N. benthamiana Protoplast Isolation and Transfection

Nicotiana benthamiana protoplasts were isolated from 21-day-old seedlings. In short, the young leaves were chopped up and immersed in enzyme solution (0.5 M mannitol, 1.5% cellulose RS (Yakult Honsha, Tokyo, Japan), 0.75% macerozyme R10 (Yakult Honsha), 1 mM CaCl₂, and 0.1% BSA). The mixture was incubated on a shaking incubator (60 rpm) in the dark at room temperature for 4–5 h and then filtered through Miracloth. The protoplasts were pelleted by centrifugation at 200 g for 5 min and then resuspended in an equal volume of W5 solution (154 mM NaCl, 125 mM CaCl₂, 5 mM KCl and 1.5 mM MES, adjusted to pH 5.7), followed by centrifugation and resuspension in MMG solution (0.4 M mannitol, 15 mM MgCl₂ and 4.7 mM MES, adjusted to pH 5.7).

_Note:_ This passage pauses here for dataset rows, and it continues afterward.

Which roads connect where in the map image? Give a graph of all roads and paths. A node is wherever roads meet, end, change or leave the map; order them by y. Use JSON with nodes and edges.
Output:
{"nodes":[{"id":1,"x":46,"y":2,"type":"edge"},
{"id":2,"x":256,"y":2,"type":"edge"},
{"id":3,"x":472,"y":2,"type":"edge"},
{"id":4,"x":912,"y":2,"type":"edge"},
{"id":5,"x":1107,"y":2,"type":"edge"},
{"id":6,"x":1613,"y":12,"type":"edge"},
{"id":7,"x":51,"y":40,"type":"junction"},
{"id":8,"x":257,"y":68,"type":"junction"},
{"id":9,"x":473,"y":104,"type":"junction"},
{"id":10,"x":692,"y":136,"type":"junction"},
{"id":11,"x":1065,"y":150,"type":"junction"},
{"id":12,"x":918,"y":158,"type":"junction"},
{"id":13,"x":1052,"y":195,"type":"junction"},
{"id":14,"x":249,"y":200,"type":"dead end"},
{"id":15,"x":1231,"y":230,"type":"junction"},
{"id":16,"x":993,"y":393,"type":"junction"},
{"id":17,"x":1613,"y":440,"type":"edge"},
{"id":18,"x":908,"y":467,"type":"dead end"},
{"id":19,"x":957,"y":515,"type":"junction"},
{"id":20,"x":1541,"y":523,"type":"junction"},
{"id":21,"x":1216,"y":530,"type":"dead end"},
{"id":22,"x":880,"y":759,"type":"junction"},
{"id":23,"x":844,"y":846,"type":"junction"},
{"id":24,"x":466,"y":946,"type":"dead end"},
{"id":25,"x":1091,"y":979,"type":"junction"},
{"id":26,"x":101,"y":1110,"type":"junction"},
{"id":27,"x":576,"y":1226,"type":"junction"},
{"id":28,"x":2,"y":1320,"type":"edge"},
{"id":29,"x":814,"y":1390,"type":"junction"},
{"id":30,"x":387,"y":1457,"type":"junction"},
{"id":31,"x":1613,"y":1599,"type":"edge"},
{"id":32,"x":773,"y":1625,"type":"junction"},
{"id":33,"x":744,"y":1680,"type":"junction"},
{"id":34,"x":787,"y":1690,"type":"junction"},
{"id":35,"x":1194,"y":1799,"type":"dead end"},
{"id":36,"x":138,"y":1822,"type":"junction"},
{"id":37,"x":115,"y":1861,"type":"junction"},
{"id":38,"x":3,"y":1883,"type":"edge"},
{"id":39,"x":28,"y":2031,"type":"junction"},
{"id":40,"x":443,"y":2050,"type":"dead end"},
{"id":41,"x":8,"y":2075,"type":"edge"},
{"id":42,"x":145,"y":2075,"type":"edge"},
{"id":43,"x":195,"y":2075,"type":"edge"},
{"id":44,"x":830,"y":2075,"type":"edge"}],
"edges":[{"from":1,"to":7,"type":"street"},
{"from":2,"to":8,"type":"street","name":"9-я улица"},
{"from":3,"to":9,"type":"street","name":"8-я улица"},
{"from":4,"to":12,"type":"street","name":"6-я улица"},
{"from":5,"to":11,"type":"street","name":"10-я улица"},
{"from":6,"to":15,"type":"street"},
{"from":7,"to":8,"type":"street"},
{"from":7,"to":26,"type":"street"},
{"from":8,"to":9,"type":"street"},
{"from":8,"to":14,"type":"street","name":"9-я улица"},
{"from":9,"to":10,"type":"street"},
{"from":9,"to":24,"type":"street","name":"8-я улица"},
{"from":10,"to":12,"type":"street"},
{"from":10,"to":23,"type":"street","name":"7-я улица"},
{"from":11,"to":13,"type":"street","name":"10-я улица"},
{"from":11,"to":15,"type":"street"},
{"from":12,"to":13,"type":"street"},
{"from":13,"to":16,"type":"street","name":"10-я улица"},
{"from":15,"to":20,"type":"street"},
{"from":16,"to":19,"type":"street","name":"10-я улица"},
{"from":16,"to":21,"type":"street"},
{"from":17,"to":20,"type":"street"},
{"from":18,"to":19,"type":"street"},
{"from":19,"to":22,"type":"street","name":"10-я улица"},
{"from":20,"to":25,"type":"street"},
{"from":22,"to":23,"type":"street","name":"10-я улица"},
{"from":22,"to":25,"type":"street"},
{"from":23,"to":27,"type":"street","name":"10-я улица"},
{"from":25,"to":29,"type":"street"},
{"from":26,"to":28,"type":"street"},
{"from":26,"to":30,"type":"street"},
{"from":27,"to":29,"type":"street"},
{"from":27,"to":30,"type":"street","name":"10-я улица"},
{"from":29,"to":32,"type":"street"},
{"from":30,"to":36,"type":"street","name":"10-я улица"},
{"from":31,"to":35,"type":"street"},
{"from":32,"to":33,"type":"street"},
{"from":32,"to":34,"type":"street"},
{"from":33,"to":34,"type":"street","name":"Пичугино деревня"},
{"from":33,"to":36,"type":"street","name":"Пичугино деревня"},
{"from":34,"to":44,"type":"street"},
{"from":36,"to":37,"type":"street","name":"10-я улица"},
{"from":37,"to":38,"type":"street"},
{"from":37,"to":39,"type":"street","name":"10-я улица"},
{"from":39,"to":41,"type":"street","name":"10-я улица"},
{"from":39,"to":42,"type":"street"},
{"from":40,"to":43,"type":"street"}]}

Plasmid DNA (10 or 20 μg) was added to the protoplast solution and transfected with 40% polyethylene glycol (PEG) solution [40% PEG4000 (Sigma-Aldrich, St. Louis, MO, United States, PCode Number, 102078930), 0.4 M mannitol, and 100 mM Ca(NO₃)₂] at room temperature for 20 min. W5 solution was gradually added to dilute the PEG solution and then discarded. The transfected protoplasts were incubated overnight at room temperature and then observed under a confocal microscope.